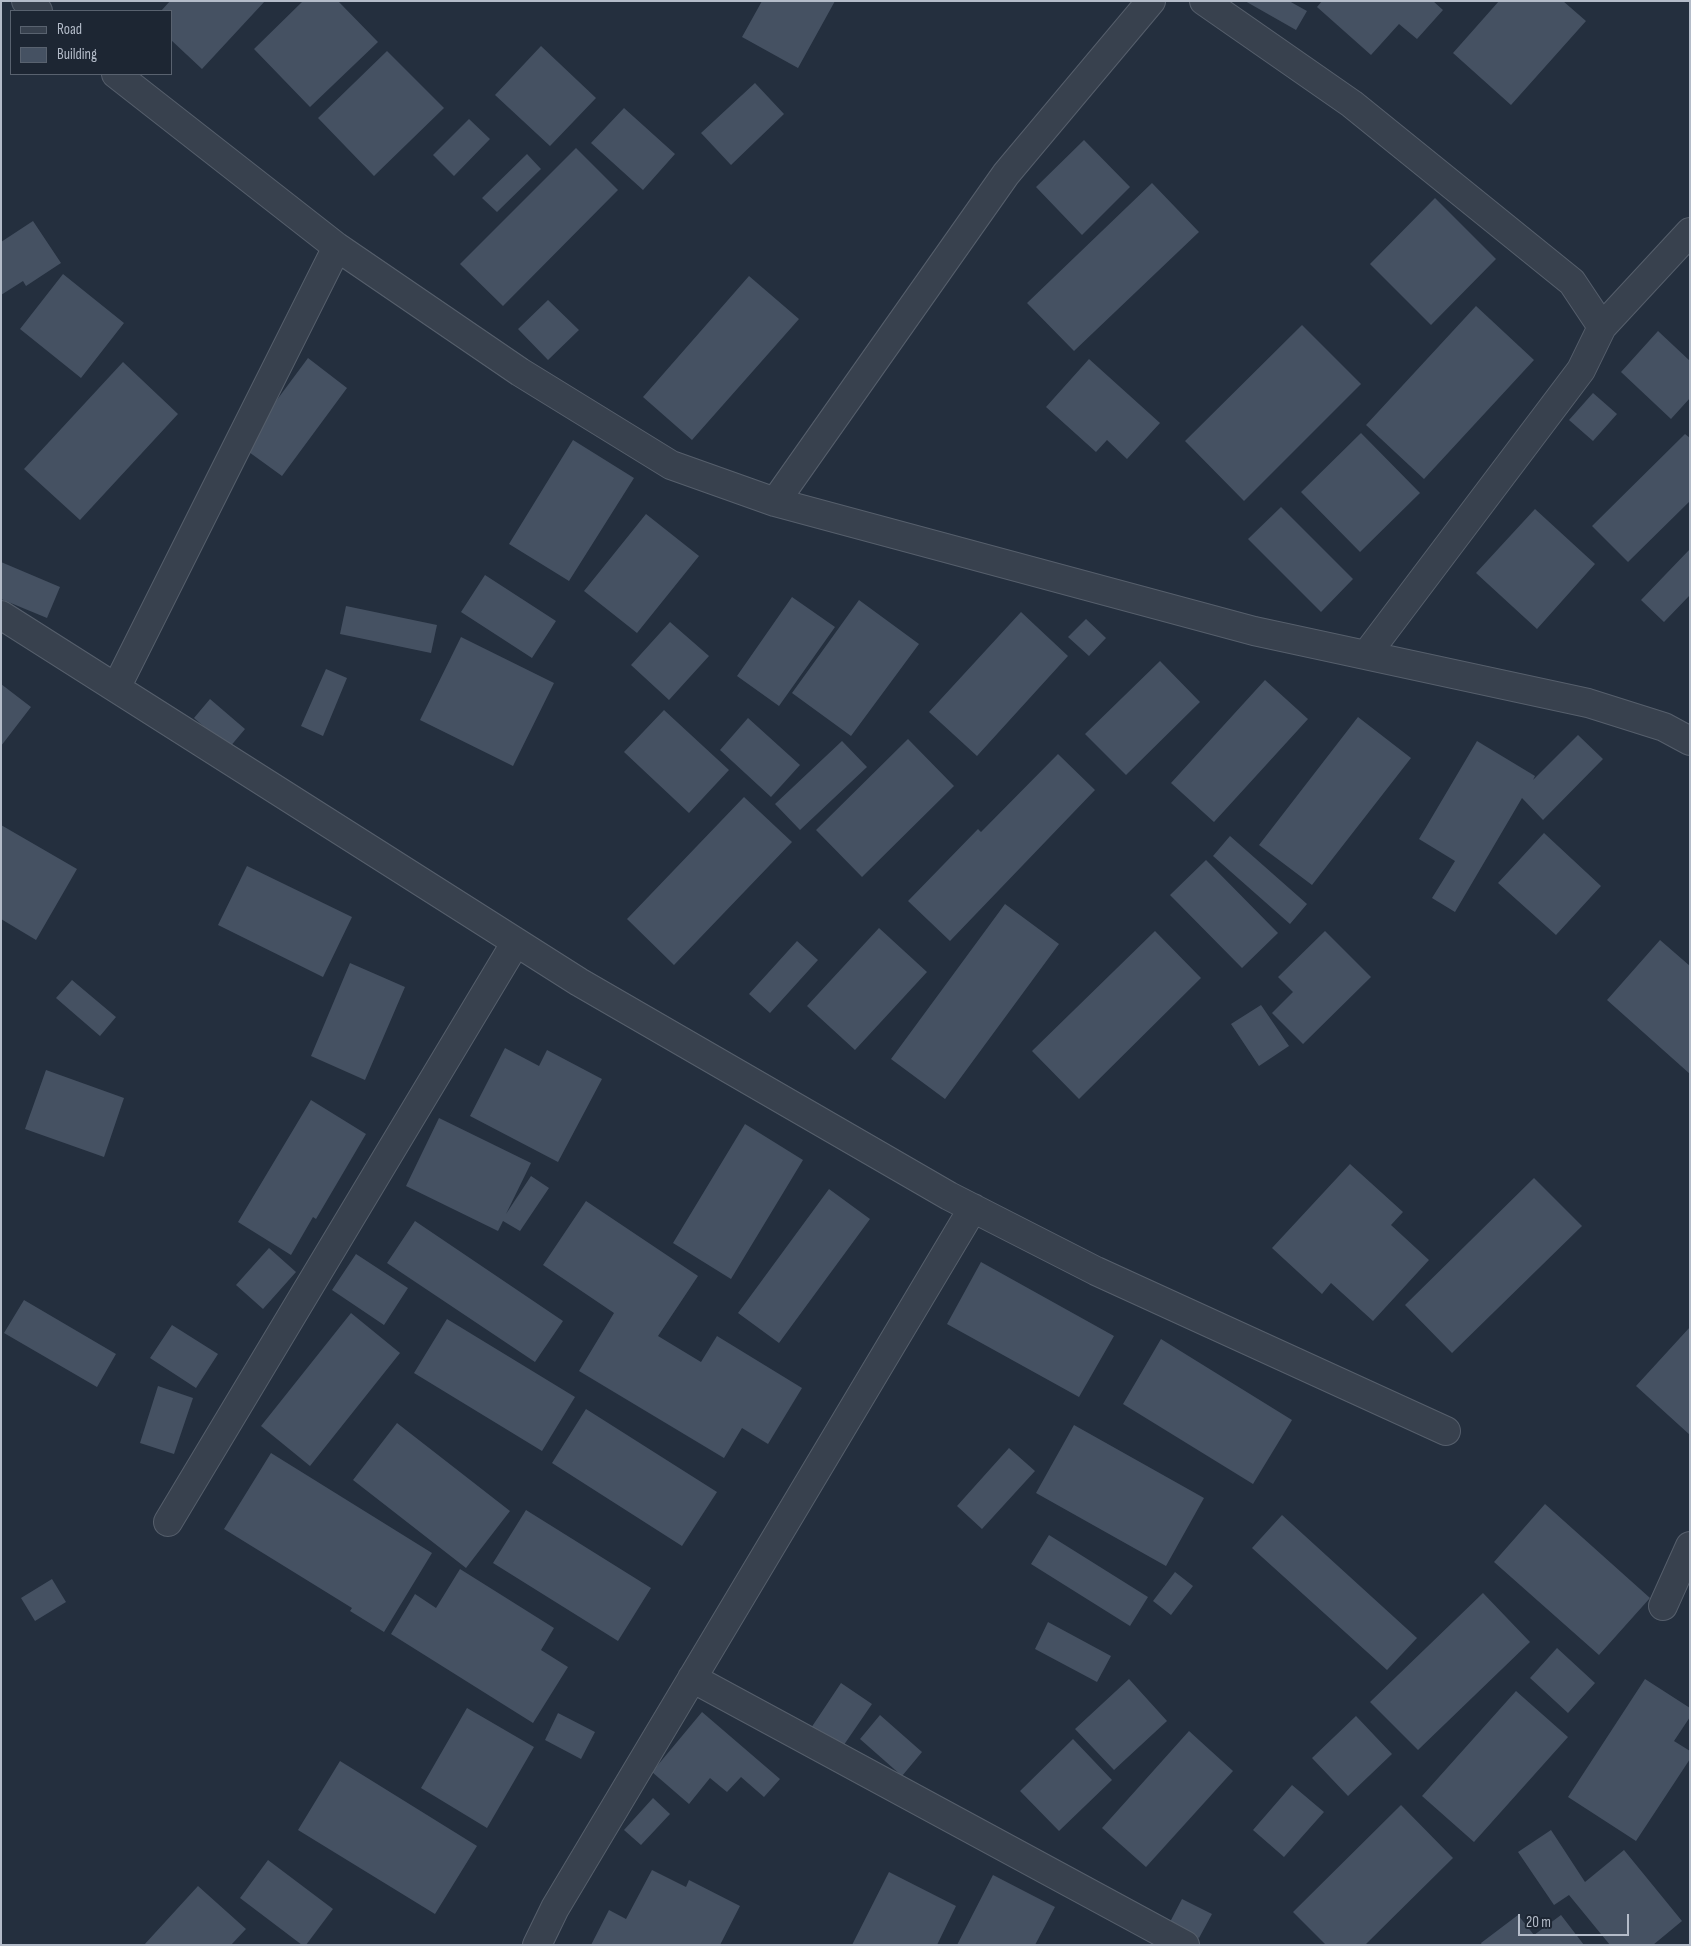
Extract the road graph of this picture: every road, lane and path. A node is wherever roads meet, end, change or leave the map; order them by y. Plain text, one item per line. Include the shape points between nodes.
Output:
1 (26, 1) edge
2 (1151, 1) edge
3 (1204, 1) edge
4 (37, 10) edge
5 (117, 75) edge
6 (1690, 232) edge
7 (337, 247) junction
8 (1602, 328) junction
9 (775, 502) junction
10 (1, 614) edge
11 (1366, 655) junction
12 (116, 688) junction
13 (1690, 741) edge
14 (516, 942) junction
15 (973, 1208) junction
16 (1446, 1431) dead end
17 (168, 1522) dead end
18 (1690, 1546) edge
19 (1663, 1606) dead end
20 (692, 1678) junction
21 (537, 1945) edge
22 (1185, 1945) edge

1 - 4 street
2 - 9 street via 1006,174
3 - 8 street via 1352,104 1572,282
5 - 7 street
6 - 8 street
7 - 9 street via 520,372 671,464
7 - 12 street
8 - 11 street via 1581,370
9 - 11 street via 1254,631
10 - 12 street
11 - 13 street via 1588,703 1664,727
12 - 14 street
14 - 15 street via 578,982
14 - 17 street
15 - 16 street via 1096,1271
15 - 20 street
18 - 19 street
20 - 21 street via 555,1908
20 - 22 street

------------------------------

Exercise aim =>
Repeat the data exactly as written, but without the pictures.

Result below =>
Extract the road graph of this picture: every road, lane and path. A node is wherever roads meet, end, change or leave the map; order them by y. Plain text, one item per line. Include the shape points between nodes.
Output:
1 (26, 1) edge
2 (1151, 1) edge
3 (1204, 1) edge
4 (37, 10) edge
5 (117, 75) edge
6 (1690, 232) edge
7 (337, 247) junction
8 (1602, 328) junction
9 (775, 502) junction
10 (1, 614) edge
11 (1366, 655) junction
12 (116, 688) junction
13 (1690, 741) edge
14 (516, 942) junction
15 (973, 1208) junction
16 (1446, 1431) dead end
17 (168, 1522) dead end
18 (1690, 1546) edge
19 (1663, 1606) dead end
20 (692, 1678) junction
21 (537, 1945) edge
22 (1185, 1945) edge

1 - 4 street
2 - 9 street via 1006,174
3 - 8 street via 1352,104 1572,282
5 - 7 street
6 - 8 street
7 - 9 street via 520,372 671,464
7 - 12 street
8 - 11 street via 1581,370
9 - 11 street via 1254,631
10 - 12 street
11 - 13 street via 1588,703 1664,727
12 - 14 street
14 - 15 street via 578,982
14 - 17 street
15 - 16 street via 1096,1271
15 - 20 street
18 - 19 street
20 - 21 street via 555,1908
20 - 22 street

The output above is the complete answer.